Friedrichshafen / sz - Am Montagabend hat der Schriftsteller Peter Renz im Kiesel sein neues Buch "Heimat" vorgestellt, kein Roman und kein Band mit Erzählungen, wie sie üblicherweise an diesem Ort vorgestellt werden, sondern eine Sammlung von sechzehn Essays mit dem Untertitel "Ausflug in ein unbekanntes Land". Essays aus mehreren Jahrzehnten, die sich aus sich verändernder Perspektive mit dem Begriff Heimat auseinandersetzen.
Peter Renz ist hierzulande kein Unbekannter. Im Auftrag der Stadt hat er 2008 unter dem Titel "Friedrichshafen. Eine deutsche Stadt am See" leicht lesbare Texte zur Geschichte Friedrichshafens geschrieben und 2011 das Libretto für das Stadtmusical "Der Himmel über dem Bodensee".
Jetzt also Gedanken zur Heimat. Das Thema hat in letzter Zeit sehr an Aktualität gewonnen, gerade durch den stark angewachsenen Zustrom von Flüchtlingen. Dass sie nach Deutschland kommen, weckt bei nicht wenigen Bürgern Ängste, die sie bisher nicht kannten. Sie denken verstärkt über die Gegend nach, in der sie wohnen. Es ist auch eine Gegenbewegung zur immer mehr um sich greifenden Globalisierung, die mit einer Gleichmacherei einhergeht.
Peter Renz, aus Oberschwaben stammend und der Region immer treu geblieben, beschreibt die Aufbruchstimmung etwa zwei Jahrzehnte nach dem Ende des Zweiten Weltkriegs, der in der Landschaft am See und in Oberschwaben, vom fast völlig zerstörten Friedrichshafen einmal abgesehen, keine gravierenden Wunden hinterlassen hat. Er erzählt von einer Aufbruchstimmung, die die Studenten der jungen Universität Konstanz erfasste. Fast zum Schmunzeln die vorgelesene Beschreibung einer Überfahrt auf der Fähre von Staad nach Meersburg, auf der die Studenten immer weiter diskutieren, mehrmals auf der Fähre hin und her fahren, sich die Köpfe heiß reden und fast das Aussteigen vergessen. Es ist der Aufbruch, der 1968 seinen Höhepunkt gefunden hat und dann langsam wieder versiegt ist, von einigen wenigen abgesehen. Vom Forum Oberschwaben ist die Rede, von Martin Walser. Die Hiesigen fühlen sich durch ihre alemannische Sprache verbunden, die auch eine bestimmte Art des Denkens transportiert.

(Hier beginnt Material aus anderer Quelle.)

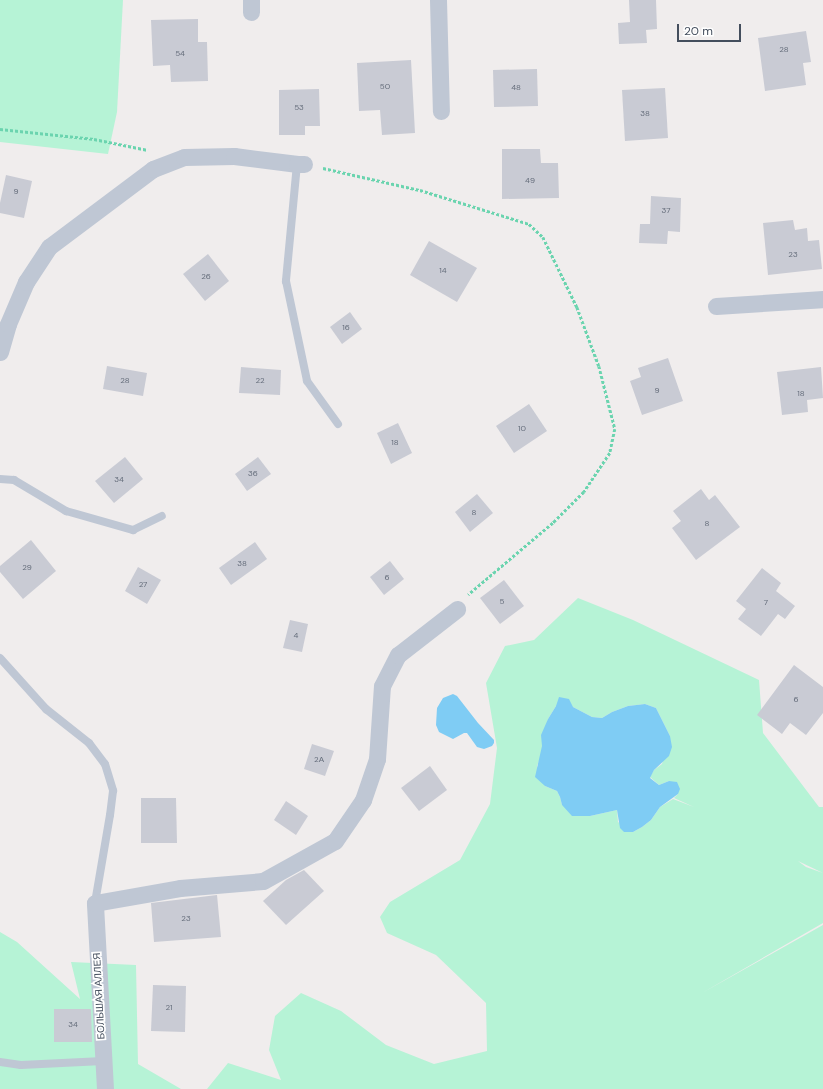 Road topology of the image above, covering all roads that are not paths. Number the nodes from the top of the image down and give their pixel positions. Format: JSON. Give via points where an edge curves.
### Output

Drei ausgewählte Texte hat Peter Renz gelesen. Von Resignation war da wenig zu spüren. Er stand am Lesepult, auch das ganz anders als sonst, und las ruhig, selten ein Blick ins Publikum. Nichts mehr von dem Feuer, das er vor Jahren beim Literaturforum Oberschwaben in Wangen versprühte. Bürgermeister Peter Hauswald und Claus-Wilhelm Hoffmann, der ehemalige Oberbürgermeister von Biberach und heutige Vorsitzende der Literaturstiftung Oberschwaben, auf deren Anregung das Buch im Klöpfer&Meyer-Verlag erschienen ist, hatten den Abend eröffnet, Franz Hoben, Geschäftsführer der Literaturstiftung Oberschwaben, beschloss ihn mit dem Hinweis, dass der Band nicht nur grundsätzliche Überlegungen zum Heimatbegriff enthalte, sondern auch lebendige, farbig beschriebene Impressionen aus oberschwäbischen Städten, die selbst für Oberschwaben oder "Hiesige", wie Martin Walser es nennen würde, Neues bringen würden. Hobens Fazit: "Das Buch kommt genau zum richtigen Zeitpunkt, es ist unbedingt empfehlenswert."